The first hurdle your enterprise will need to overcome is ease of use. How simple is it for your average employee to pull data insights or find the answer to a question they have? Hint: The longer, more confusing and more convoluted the process, the more adoption rates are going to suffer.

This is precisely why the latest wave of self-service search analytics has been built on a familiar paradigm — querying data is akin to typing in a question on a search engine, or speaking it aloud to a virtual assistant. People are already familiar with asking questions this way, which smooths out the transition to using search-driven data analytics tools like ThoughtSpot.

Help Employees Uncover Insights Without Needing to Ask

Some data insights are the result of an employee asking a specific question or creating a particular chart using search analytics. But what about the answers to questions nobody’s had a chance to ask yet? Instead of waiting for an analyst to manually uncover these insights, artificial intelligence (AI) analytics platforms empower employees to find hidden insights with a click.

In other words, it’s a lot less daunting to approach data when it’s not contingent on knowing exactly what you want to ask. When insight-detection algorithms can do the heavy lifting, employees are able to focus on the quality and relevancy of the insights uncovered by AI analytics — then offer simple feedback to refine the system for future use.

Part of increasing adoption is facilitating different use cases — helping employees uncover insights, whether they have a question in mind or just want to investigate possibly useful patterns that might be submerged in stored data.
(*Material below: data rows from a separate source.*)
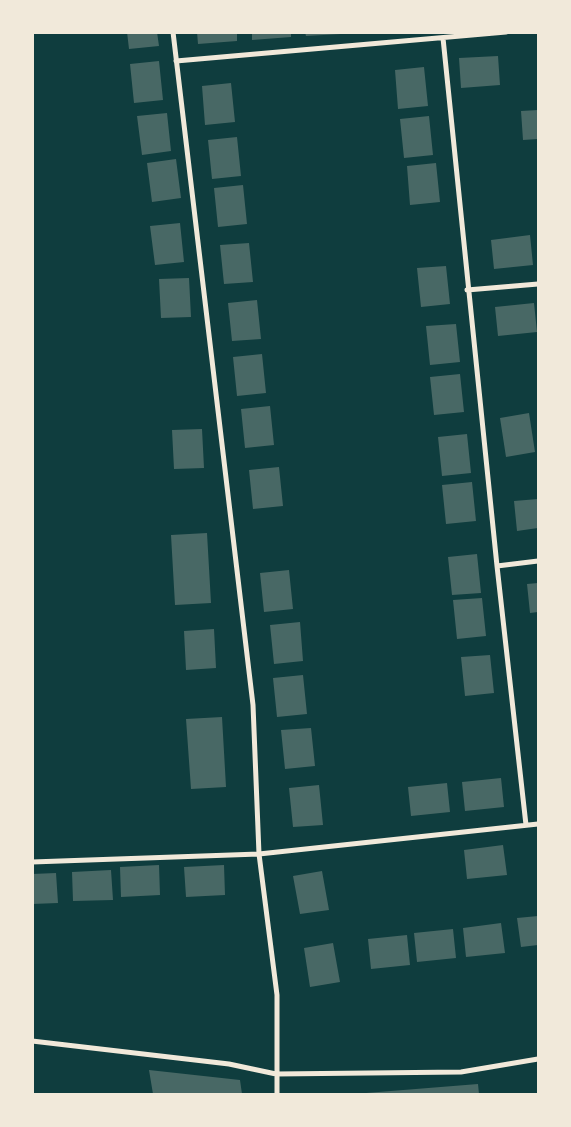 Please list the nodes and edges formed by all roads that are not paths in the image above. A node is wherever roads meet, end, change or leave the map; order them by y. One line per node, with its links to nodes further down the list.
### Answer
1 (173, 32): 4 (street)
2 (506, 32): 3 (street)
3 (443, 38): 4 (street); 6 (street)
4 (176, 61): 11 (street)
5 (538, 284): 6 (street)
6 (467, 290): 8 (street)
7 (538, 561): 8 (street)
8 (496, 566): 10 (street)
9 (538, 824): 10 (street)
10 (526, 825): 11 (street)
11 (259, 854): 12 (street); 15 (street)
12 (32, 862)
13 (32, 1041): 15 (street)
14 (538, 1059): 15 (street)
15 (276, 1074): 16 (street)
16 (277, 1094)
Embed Data Analytics Where People Spend Time

Embedding data analytics where people already spend time, rather than into a new workflow, is a good way to incentivize people to interact with these tools and share their findings with others. Look for solutions that are embeddable into existing portals and applications to maximize convenience in this regard.

Incorporate Data into Company Culture

Your business has BI tools. But does it have a data-driven culture surrounding those tools.
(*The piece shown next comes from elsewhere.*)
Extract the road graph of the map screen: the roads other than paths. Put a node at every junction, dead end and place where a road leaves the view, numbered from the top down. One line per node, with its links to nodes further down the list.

According to TechCrunch, these five building blocks contribute to a data-driven company culture.

  • Single, centralized source of truth
  • Glossary of data terminology and metrics
  • Widespread employee data access
  • Data literacy and training
  • Data-driven decision making

While your data analytics platform will provide the actual interface between employees and data insights, the surrounding culture will influence how people approach data and how much they factor it into business decisions.

Make Sure Leaders Are Adopting Data Analytics

Employees look to leaders for cues on how to act. This is why executives and team managers are key to driving BI adoption. As CIO writes, “Top-down support from organizational leaders to challenge the status quo, and push for business process transformation, is mandatory for success.”

If employees see leaders integrating analytics into their presentations and decision-making processes, they’re more likely to follow suit. If employees feel leaders are parroting the company line without really embracing analytics, this attitude could seriously sabotage adoption efforts.

The better BI and analytics adoption rate your company experiences, the better its chances of driving desirable business outcomes based on data.